OSU from another Enshin karateka!
Sounds like a great dojo; I must confess to being jealous. Of course, I imagine a rec center is a bit more lenient on class length, frequency, and level of contact than a major YMCA branch, which just makes me even more jealous.
They pretty much leave us alone because of all the kids. We were concerned at first because the rec center had to absorb the hardcore school when the lease ended(the owner wanted to sell I believe and we couldn't buy) so all of us sweaty barbarians had to join the civil class. lol Its been fine so far. My only complaint is the hour long class time. I miss the 1 1/2 long classes. That's probably why we spar more.
Your Sensei is one of the few I haven't had the Privilege of meeting. Oh well, there are plenty of Sabaki Challenges in the future. Any chance of meeting you there? (or have I already?) Meeting other Enshin practitioners is always cool.
Your dojo sounds like a truly great place to train and that is excellent that you have access to a number of guys who have competed and enjoyed success on a world class level. I've always admired bare knuckle knockdown karate a great deal and think it's a shame that Kyokushin, Enshin, and Ashihara dojos are so hard to come by in many parts of the country. I live out in western Massachusetts where there is a suprisingly diverse array of different facilities and training options, but still no knockdown karate dojos that I'm aware of. If anyone knows of a good one, please chime in ...

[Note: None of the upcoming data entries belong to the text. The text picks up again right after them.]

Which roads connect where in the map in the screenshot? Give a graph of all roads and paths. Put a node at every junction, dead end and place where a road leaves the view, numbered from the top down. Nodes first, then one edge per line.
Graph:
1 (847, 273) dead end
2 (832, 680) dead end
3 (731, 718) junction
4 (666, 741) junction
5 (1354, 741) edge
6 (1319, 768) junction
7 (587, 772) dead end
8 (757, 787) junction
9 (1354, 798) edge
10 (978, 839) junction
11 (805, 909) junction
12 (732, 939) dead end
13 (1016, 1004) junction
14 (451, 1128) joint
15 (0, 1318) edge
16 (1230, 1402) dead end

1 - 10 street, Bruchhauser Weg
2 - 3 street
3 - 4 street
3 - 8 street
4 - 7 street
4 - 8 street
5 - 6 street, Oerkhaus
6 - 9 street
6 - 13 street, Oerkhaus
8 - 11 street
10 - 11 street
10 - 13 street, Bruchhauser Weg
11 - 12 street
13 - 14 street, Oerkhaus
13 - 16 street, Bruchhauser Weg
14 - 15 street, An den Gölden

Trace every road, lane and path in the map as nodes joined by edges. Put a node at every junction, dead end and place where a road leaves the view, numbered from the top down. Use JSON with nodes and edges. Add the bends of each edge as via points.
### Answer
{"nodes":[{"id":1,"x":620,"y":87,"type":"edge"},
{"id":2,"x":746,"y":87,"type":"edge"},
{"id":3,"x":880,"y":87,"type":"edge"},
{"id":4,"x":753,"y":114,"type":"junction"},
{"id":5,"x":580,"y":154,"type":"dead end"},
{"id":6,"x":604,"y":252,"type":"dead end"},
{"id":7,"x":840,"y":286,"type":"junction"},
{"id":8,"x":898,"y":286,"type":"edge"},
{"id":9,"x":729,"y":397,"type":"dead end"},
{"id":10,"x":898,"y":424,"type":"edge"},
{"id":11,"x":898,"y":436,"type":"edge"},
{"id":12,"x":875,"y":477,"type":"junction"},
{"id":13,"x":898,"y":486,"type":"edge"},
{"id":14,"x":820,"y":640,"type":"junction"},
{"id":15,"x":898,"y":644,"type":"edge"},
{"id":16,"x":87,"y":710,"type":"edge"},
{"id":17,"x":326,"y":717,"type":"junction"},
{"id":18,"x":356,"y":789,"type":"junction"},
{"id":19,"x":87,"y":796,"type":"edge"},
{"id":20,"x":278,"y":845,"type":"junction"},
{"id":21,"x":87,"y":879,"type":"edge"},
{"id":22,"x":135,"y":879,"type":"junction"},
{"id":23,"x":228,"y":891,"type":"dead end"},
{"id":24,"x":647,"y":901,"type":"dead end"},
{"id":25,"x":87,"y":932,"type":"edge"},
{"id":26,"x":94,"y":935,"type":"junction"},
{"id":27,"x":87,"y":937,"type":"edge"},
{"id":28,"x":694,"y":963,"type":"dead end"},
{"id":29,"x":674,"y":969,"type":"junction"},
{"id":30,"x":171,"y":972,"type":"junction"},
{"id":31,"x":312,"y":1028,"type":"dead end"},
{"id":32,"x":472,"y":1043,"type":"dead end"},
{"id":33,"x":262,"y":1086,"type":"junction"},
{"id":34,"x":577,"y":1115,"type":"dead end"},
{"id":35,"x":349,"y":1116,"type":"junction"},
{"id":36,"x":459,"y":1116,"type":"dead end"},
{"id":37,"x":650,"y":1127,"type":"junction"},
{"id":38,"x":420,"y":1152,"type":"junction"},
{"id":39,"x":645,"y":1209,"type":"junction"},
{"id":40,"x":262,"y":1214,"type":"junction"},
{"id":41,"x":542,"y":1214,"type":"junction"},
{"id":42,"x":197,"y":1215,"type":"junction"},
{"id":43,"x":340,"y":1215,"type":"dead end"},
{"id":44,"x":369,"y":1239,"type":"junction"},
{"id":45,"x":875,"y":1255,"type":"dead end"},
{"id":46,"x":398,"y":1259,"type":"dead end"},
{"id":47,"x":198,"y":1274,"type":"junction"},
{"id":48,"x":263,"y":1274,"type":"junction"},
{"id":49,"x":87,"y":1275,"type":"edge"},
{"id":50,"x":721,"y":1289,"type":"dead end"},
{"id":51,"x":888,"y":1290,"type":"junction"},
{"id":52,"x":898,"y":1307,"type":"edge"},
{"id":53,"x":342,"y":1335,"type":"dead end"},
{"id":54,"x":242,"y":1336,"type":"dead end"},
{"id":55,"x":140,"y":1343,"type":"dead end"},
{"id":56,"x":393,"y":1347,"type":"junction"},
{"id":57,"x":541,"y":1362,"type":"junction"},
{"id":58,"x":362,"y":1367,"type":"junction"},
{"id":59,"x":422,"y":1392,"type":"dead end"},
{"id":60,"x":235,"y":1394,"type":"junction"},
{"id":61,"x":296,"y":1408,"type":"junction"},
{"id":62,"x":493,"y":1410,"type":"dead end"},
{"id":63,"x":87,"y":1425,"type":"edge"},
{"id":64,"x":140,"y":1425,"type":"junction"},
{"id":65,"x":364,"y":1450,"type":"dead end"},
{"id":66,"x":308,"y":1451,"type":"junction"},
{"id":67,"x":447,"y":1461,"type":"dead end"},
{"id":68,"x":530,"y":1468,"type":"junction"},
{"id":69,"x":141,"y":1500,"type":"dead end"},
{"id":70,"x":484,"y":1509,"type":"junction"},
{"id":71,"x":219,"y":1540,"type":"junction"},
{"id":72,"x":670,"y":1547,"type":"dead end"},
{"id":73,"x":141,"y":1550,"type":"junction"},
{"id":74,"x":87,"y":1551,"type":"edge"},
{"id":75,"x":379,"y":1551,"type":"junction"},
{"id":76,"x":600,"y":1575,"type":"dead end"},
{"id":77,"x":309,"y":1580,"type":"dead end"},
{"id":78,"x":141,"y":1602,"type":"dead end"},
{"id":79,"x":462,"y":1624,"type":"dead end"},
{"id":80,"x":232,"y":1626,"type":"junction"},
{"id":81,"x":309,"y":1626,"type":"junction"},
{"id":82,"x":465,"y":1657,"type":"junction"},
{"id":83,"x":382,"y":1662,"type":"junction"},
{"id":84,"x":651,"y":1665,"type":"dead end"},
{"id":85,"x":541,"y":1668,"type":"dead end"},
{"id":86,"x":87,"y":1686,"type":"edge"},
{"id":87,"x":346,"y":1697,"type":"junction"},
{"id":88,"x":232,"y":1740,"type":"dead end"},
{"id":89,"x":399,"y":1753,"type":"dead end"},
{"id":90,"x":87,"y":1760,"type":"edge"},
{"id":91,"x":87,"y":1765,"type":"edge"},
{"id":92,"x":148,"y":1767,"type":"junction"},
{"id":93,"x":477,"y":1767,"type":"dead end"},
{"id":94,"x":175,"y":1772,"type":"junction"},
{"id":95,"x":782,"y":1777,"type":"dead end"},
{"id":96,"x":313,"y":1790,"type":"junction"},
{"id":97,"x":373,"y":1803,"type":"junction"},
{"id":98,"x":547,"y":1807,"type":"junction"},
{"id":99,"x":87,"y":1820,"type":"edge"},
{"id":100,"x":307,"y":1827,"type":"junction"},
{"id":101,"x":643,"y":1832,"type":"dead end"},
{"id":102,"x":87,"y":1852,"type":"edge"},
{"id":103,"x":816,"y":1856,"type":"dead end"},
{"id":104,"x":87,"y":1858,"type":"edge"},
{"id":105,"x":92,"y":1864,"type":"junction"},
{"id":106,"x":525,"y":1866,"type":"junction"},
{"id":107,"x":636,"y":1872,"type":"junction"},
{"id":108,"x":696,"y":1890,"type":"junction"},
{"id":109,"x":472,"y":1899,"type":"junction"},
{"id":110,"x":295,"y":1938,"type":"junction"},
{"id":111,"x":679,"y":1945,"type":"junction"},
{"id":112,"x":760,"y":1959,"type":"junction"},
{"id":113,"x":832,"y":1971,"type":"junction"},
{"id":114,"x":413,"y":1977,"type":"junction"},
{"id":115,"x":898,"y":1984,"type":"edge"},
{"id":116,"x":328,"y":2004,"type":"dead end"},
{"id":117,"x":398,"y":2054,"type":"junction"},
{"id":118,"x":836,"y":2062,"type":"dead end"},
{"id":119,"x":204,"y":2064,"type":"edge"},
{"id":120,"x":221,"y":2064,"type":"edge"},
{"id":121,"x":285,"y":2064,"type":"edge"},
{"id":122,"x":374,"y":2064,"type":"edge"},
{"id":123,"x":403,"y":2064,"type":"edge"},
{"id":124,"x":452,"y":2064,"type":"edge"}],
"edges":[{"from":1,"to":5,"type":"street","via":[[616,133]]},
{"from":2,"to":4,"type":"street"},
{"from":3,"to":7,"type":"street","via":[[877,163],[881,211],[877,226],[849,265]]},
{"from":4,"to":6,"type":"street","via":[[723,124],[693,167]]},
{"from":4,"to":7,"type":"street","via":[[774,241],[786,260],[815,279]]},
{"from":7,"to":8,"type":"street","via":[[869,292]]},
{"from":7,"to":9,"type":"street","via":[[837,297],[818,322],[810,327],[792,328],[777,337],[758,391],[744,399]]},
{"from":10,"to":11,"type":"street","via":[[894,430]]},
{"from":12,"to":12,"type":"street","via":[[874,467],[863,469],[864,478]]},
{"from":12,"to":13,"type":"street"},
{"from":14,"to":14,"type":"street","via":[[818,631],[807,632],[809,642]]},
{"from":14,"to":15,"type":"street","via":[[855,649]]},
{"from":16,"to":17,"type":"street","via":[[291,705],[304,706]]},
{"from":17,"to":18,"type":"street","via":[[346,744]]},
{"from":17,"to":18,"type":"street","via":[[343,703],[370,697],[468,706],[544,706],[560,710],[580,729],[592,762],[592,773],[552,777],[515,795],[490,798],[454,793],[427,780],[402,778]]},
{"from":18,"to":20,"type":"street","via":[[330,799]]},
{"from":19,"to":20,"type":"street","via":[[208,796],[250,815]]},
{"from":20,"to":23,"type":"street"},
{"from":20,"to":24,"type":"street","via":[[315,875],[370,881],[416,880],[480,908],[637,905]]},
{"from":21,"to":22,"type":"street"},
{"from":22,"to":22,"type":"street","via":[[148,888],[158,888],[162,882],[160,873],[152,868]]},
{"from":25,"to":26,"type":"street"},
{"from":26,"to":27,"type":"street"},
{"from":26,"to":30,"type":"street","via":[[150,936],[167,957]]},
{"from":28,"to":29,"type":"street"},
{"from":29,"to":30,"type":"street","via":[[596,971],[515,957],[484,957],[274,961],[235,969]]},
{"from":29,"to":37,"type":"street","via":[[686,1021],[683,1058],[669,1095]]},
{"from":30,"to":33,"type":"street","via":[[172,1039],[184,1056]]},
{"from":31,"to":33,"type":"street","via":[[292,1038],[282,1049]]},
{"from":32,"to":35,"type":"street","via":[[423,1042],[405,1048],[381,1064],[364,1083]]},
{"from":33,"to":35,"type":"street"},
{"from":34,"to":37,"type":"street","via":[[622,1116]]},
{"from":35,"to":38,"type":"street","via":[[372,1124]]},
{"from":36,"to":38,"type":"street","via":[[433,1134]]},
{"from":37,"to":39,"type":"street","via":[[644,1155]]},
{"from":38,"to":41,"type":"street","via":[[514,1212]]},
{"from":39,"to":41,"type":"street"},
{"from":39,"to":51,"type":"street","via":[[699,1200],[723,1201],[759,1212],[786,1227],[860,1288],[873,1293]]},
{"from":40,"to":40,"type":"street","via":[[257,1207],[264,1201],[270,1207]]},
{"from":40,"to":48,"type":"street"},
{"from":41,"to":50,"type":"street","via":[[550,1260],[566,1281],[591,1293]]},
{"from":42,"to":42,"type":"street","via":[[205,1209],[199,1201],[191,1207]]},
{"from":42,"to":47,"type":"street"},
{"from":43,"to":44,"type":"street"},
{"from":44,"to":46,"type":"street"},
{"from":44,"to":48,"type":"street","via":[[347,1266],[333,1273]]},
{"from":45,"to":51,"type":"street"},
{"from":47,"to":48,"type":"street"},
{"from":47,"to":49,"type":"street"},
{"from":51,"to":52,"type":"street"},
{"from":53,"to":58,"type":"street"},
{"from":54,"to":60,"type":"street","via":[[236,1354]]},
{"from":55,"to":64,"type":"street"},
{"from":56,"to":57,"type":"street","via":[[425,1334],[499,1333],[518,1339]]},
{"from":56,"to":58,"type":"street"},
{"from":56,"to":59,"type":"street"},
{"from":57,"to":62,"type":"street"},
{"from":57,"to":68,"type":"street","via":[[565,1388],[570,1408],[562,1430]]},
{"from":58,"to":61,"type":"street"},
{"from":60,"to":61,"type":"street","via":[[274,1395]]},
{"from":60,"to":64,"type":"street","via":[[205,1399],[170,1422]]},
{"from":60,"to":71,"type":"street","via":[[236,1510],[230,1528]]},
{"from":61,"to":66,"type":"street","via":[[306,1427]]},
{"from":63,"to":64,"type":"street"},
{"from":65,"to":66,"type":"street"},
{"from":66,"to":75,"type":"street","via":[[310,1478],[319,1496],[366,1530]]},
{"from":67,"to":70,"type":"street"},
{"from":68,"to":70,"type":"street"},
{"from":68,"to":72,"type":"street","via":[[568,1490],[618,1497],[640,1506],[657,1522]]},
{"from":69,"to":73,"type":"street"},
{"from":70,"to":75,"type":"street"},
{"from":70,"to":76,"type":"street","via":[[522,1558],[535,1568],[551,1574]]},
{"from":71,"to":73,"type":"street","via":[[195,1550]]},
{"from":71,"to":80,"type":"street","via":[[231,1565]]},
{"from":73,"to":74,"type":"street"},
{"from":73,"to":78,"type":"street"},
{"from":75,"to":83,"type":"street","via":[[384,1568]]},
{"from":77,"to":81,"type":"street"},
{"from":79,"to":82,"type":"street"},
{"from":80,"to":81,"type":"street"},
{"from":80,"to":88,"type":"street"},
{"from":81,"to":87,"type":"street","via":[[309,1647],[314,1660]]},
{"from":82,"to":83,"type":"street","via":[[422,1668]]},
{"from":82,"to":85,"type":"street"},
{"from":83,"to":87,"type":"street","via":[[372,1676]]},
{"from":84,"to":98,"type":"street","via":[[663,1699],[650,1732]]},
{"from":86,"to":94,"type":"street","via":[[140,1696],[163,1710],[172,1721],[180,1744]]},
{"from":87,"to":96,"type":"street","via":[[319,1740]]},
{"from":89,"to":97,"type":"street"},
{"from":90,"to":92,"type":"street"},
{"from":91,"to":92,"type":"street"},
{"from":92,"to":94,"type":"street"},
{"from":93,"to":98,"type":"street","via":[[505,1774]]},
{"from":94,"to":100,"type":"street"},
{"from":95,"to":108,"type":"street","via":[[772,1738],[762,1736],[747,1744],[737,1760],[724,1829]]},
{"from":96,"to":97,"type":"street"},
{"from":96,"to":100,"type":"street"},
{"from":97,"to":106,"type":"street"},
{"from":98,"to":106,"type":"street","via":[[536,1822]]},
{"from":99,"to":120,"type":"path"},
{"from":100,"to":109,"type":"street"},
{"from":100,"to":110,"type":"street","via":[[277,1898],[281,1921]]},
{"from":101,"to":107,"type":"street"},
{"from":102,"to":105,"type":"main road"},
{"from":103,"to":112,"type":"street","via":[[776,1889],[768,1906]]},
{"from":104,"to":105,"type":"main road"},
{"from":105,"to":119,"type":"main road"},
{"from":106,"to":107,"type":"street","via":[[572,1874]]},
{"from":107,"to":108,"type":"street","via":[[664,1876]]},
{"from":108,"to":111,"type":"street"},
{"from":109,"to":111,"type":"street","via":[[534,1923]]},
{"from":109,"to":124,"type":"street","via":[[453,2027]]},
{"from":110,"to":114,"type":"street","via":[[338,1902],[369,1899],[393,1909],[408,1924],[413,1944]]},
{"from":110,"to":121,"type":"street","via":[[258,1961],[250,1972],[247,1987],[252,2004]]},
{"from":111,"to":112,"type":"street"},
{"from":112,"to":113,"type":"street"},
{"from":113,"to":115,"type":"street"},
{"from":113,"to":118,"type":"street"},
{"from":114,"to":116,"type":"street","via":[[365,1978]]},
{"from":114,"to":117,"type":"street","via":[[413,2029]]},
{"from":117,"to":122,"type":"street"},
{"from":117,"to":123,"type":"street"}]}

Since it's not every day that I have access to someone who trains in a bare knuckle/knockdown discipline, I'd love the chance to get your personal opinion/two cents on one of the big criticisms that certain karate styles always seem to draw. Since hand techniques to the head/face are prohibited in virtually all knockdown styles, do you ever worry about or experience negative "training effects" or habits stemming from lots of sparring with head punches out of play? If so, do you do any type of cross training or supplementary work to fill in perceived gaps? From reading other posts related to that subject, it seems like there is a significant degree of discord, even among knockdown stylists themselves. I truly don't know enough to have an informed opinion on that controversial topic, so I'd love to get an insider's view.
You people from the former Tao of Texas?
Chuck: I am a terrible person to ask. I have a kickboxing background and I actually have to routinely stop myself from punching people in the head. lol I would think so though. I have found when I accidentally throw hands my opponents don't flinch because they don't see it coming. When you train only to block kicks to the head you tend to lose a lot of head movement etc. I try to make sure people are aware of it when we spar but because of the way we fight and compete there isn't a lot of focus on hands to the head except when working pads. I haven't seen any problem yet with us cross training though, in fact there is an Enshin practitioner from Virginia that not too long ago became the IFK 2009 Muay Thai Champ(Najim Wali. Check him out, he had some fun fights for sure). He's going to be getting into MMA here pretty quick and if Texas still had regular kickboxing bouts or muay thai bouts, I would still be doing those as well. So, like I said, I'm a terrible person to ask for that.
Hungry Joe: Yes. We were one of the schools that rented space from Cathy. I believe ya'll came down for a grappling day? I missed ya'll. Sounds like you met Mike and Sensei Budd if you went though.
Thanks for sharing your insights and experiences regarding the headshot question. I also checked out some youtube footage of the fighter you mentioned (Najim). He looks pretty comfortable and accomplished with punches to the melon, both outgoing and incoming! Maybe Thai boxing is the perfect training compliment for bare knuckle karate.
Just wanted to say a good word about Budd-sensei. He was my judo instructor, and I can personally attest his ability to strike and grapple. Those in Austin looking for karate and judo instruction cannot ask for better.